Oberlin Blogs

Mon Voyage Magnifique à Bordeaux - Part 4 and Goodbye

April 30, 2025

Evan Hamilton ’26

Bienvenue à la fin (Welcome to the ending) of my magnificent trip to Bordeaux, as this fourth post makes up the last I have to tell you about this transformative opportunity.

During our three-week-long stay in Bordeaux I bore witness to sufficient monuments, artifacts, and cultural experiences to fill out a lifetime. Likewise in a broad-reaching scope, I forged friendships I expect to last a lifetime too. The community among students on the trip was parfait (perfect). Led sweetly and charismatically by our professor and his friend who had both grown up in the city, we embarked on unending cultural excursions during those French weeks, on cruises and tours, and so much more. Our community of Oberlin students in Bordeaux (who the professor called “Bordobies”) formed an eclectic, irrepressible, mostly ingenuous (mostly queer) group of explorers to weather every contour of our odyssey. I sometimes reflected, as when we took a cruise on the river Garonne at the end of our stay, on how there was perhaps no better place for our group to be living nor exploring at that time. We ate up every bit of the French culture we could find.

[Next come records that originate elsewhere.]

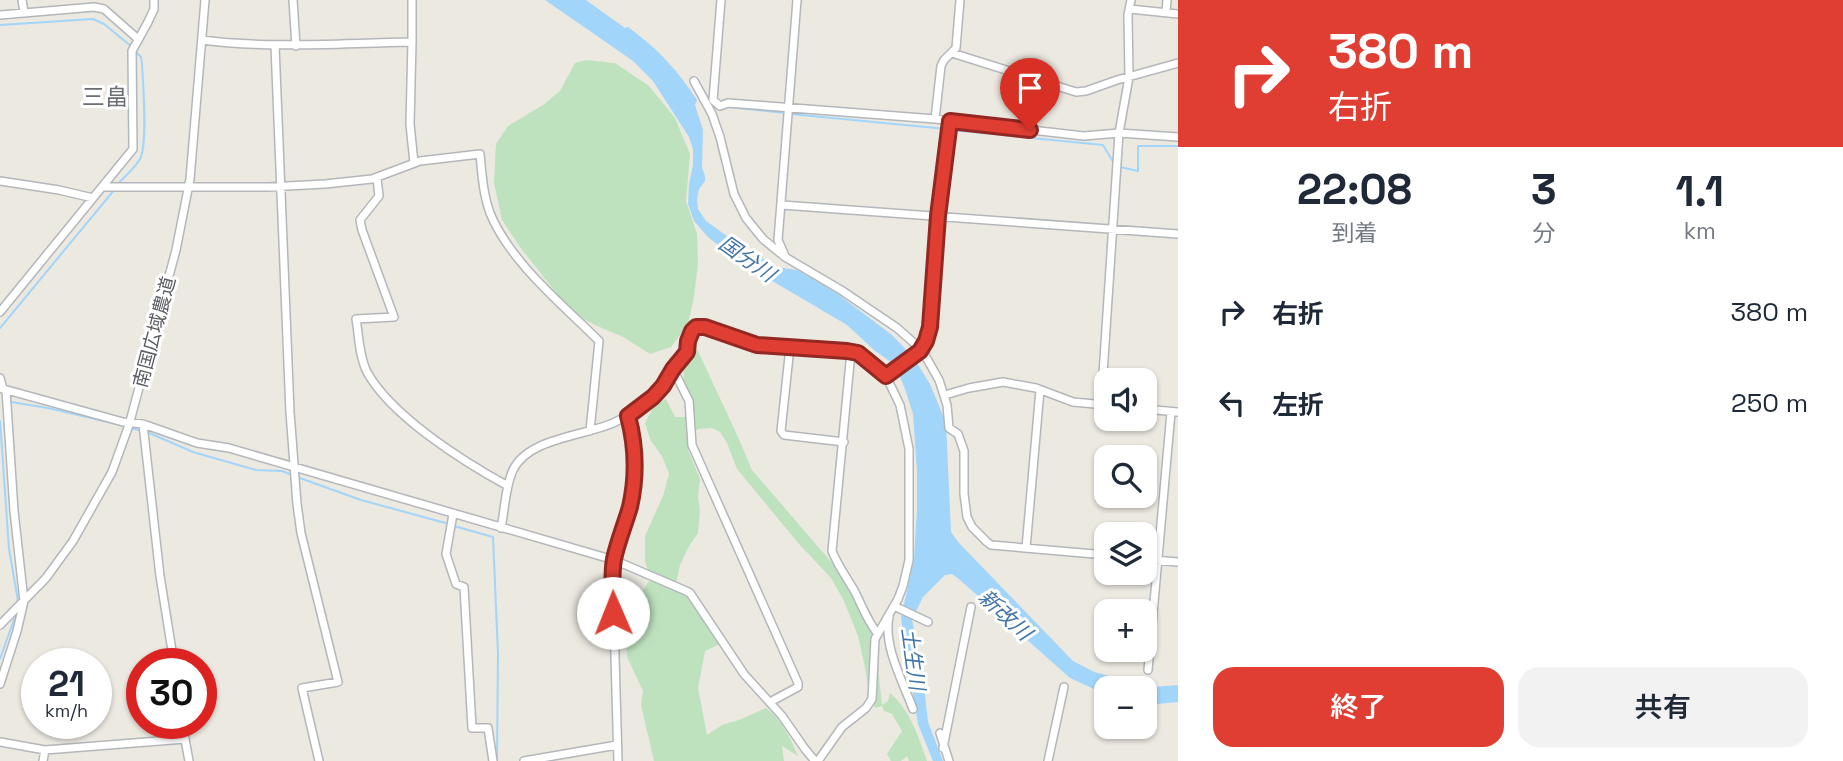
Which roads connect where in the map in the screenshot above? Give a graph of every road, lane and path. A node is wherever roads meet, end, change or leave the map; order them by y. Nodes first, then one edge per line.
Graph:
1 (22, 0) edge
2 (153, 0) edge
3 (205, 0) edge
4 (293, 0) edge
5 (412, 0) edge
6 (721, 0) edge
7 (797, 0) edge
8 (960, 0) edge
9 (1131, 0) edge
10 (1167, 0) edge
11 (1130, 9) junction
12 (24, 12) junction
13 (1166, 12) junction
14 (1178, 13) edge
15 (0, 15) edge
16 (138, 39) junction
17 (202, 40) junction
18 (412, 42) junction
19 (275, 46) junction
20 (296, 46) junction
21 (952, 53) junction
22 (1178, 63) edge
23 (1129, 76) junction
24 (694, 81) dead end
25 (788, 107) junction
26 (935, 119) junction
27 (950, 121) junction
28 (1119, 132) junction
29 (1178, 137) edge
30 (414, 163) junction
31 (377, 178) junction
32 (0, 181) edge
33 (188, 186) junction
34 (281, 186) junction
35 (107, 187) junction
36 (93, 198) junction
37 (782, 205) junction
38 (938, 216) junction
39 (1112, 230) junction
40 (1178, 234) edge
41 (785, 257) junction
42 (0, 312) edge
43 (790, 347) junction
44 (921, 350) junction
45 (851, 352) junction
46 (1105, 368) edge
47 (673, 369) junction
48 (886, 376) junction
49 (0, 378) edge
50 (4, 390) edge
51 (1040, 390) junction
52 (945, 395) junction
53 (1094, 403) edge
54 (1157, 410) edge
55 (1175, 412) edge
56 (628, 416) junction
57 (128, 425) junction
58 (144, 429) junction
59 (590, 431) junction
60 (844, 442) junction
61 (295, 473) junction
62 (508, 486) junction
63 (452, 520) junction
64 (502, 528) junction
65 (1026, 548) junction
66 (1094, 554) edge
67 (614, 560) junction
68 (1158, 560) junction
69 (1178, 562) edge
70 (24, 601) junction
71 (971, 607) dead end
72 (892, 609) junction
73 (928, 622) dead end
74 (0, 625) edge
75 (877, 633) junction
76 (172, 648) edge
77 (1148, 670) dead end
78 (0, 684) edge
79 (1063, 687) dead end
80 (770, 702) junction
81 (913, 709) dead end
82 (940, 733) dead end
83 (185, 739) joint
84 (0, 742) edge
85 (617, 745) junction
86 (943, 748) junction
87 (45, 750) junction
88 (43, 761) edge
89 (189, 761) edge
90 (319, 761) edge
91 (493, 761) edge
92 (524, 761) edge
93 (618, 761) edge
94 (817, 761) edge
95 (949, 761) edge
96 (1048, 761) edge

1 - 12 street
2 - 16 street
3 - 17 street, 南国広域農道
4 - 20 street
5 - 18 street
6 - 25 street
7 - 25 street
8 - 21 street
9 - 11 street
10 - 13 street
11 - 13 street
11 - 23 street
12 - 15 street
12 - 16 street
13 - 14 street
16 - 35 street
17 - 19 street
17 - 33 street, 南国広域農道
18 - 20 street
18 - 30 street
19 - 20 street
19 - 34 street
21 - 23 street
21 - 26 street
22 - 23 street
23 - 28 street
24 - 41 street
25 - 26 street
25 - 37 street
26 - 27 street
27 - 28 street
27 - 38 street
28 - 29 street
28 - 39 street
30 - 31 street
30 - 59 street
31 - 34 street
31 - 62 street
32 - 36 street
33 - 34 street
33 - 35 street
33 - 57 street, 南国広域農道
34 - 61 street
35 - 36 street
36 - 42 street
37 - 38 street
37 - 41 street
38 - 39 street
38 - 44 street
39 - 40 street
39 - 46 street
41 - 44 street
43 - 45 street
43 - 47 street
43 - 60 street
44 - 48 street
44 - 52 street
45 - 48 street
45 - 60 street
47 - 56 street
47 - 80 street
48 - 72 street
49 - 50 street
50 - 57 street
50 - 70 street
51 - 52 street
51 - 53 street
51 - 65 street
52 - 65 street
54 - 55 street
55 - 68 street
56 - 59 street
56 - 67 street
57 - 58 street
57 - 70 street, 南国広域農道
58 - 61 street
58 - 76 street
59 - 62 street
60 - 75 street
61 - 63 street
61 - 90 street
62 - 64 street
63 - 64 street
63 - 91 street
64 - 67 street
65 - 66 street
67 - 80 street
67 - 85 street
68 - 69 street
68 - 77 street
70 - 74 street, 南国広域農道
70 - 78 street
71 - 86 street
72 - 73 street
72 - 75 street
72 - 81 street
75 - 94 street
79 - 96 street
80 - 94 street
82 - 86 street
83 - 87 street
83 - 89 street
84 - 87 street
85 - 92 street
85 - 93 street
86 - 95 street
87 - 88 street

While I know I cannot capture the experience of every cultural excursion our France trip included, I’ll attempt to capture the essential gist of our goings-out through examples. On our very first weekend, we wandered reverently through the Basins de Lumières (basins of lights), where an abandoned submarine base had become fine art. Early one morning, we went by bus to the Dune of Pilat, where we wondered at the sea and gorged ourselves on oysters so alive that they shriveled when we squeezed lemon juice onto them. We went in turns (for the stairway was narrow) to climb a massive cathedral bell tower in the city, from which we saw Bordeaux’s valiant skyline stretching in every direction. We sat in convivial fervor around a table where our wine and cheese tasting took place, alike to when we got to taste wines aboard our aforementioned cruise, and were privileged enough to drink from a special selection at our trip to a real chateau (literally meaning castle, but which has come to mean an esteemed estate for wine-making, as can be found plentifully in the Bordeaux countryside). This is still just to name a few of the things that we did as a group, which all were in addition to our enjoyment of the city and surrounding area we did on our own schedules as well.

I and two other trip members formed a tight-knit group in which we trekked to every corner of the city. We visited churches and museums and many a frippery (the French name for a thrift or consignment store). We stopped by all manner of charming bakeries and street-corner venders and frolicked (I would say this applied quite literally) through all the city’s most exquisite plazas. One weekend, my friends and I even took a trip by train to the nearby city of Saint-Émilion, where the medieval architecture was the best preserved I had ever witnessed. We climbed a tower there where we kept nearly hitting our heads but were rewarded with a view to stick in our minds unceasingly. 

With those close friends I made on the trip, I still share a bond that has changed, but not really faltered, even in the months after. With the others from the trip I still will exchange a friendly wave or quick word whenever we see each other on campus because, even ensconced anew in our own friend groups, we share a collective bond around the time of unprecedented enjoyment and learning we passed through in community. 

What will I take forward from my time spent away in France? A solid foundation in the language is one thing I can guarantee, even though I still have much to learn. The community bonds we formed between students and professors as detailed in this installment certainly make up another thing I’ll take into my future. Besides just this, though, I do believe I’ll carry forward a broadened international experience. Whereas with Guadalajara, my first study away experience, I always felt I was visiting and foreign (though fascinated by all I got to experience) in the city, in Bordeaux I ended up feeling a bit more settled. The climate was like the cool rainy days of my home and the well-classed culture was an air I came to embrace. France welcomed me with truly joyous arms and yet also, I came to welcome it the same. 

What my future holds with my French experience is uncertain. I could want to return to the country for a longer time as life goes on, or I could never see the soil again (though that might make me sad). What is certain is that I now carry a special place in my heart for Bordeaux, beautifully forged from the love of my classmates, and my host family, and my language teacher, and each resident of that city themselves. I will remember this from time to time, maybe when I catch the eye of a former Bordobie or perhaps when I hear utterances of French words from croissant to bouquet. In any case, I think when that place in my heart is brought up it will fill me with loveliness. In a moment of bliss I will feel completed by the peace and flow of the place I’ve left behind and, when I am feeling this way about the wonders of Bordeaux even far later on, I think I will smile.
Thanks for checking in on my Bordeaux trip! This concludes this series of blogs and I’ll be excited to bring you the next ones! Until then, au revoir ! (Goodbye!)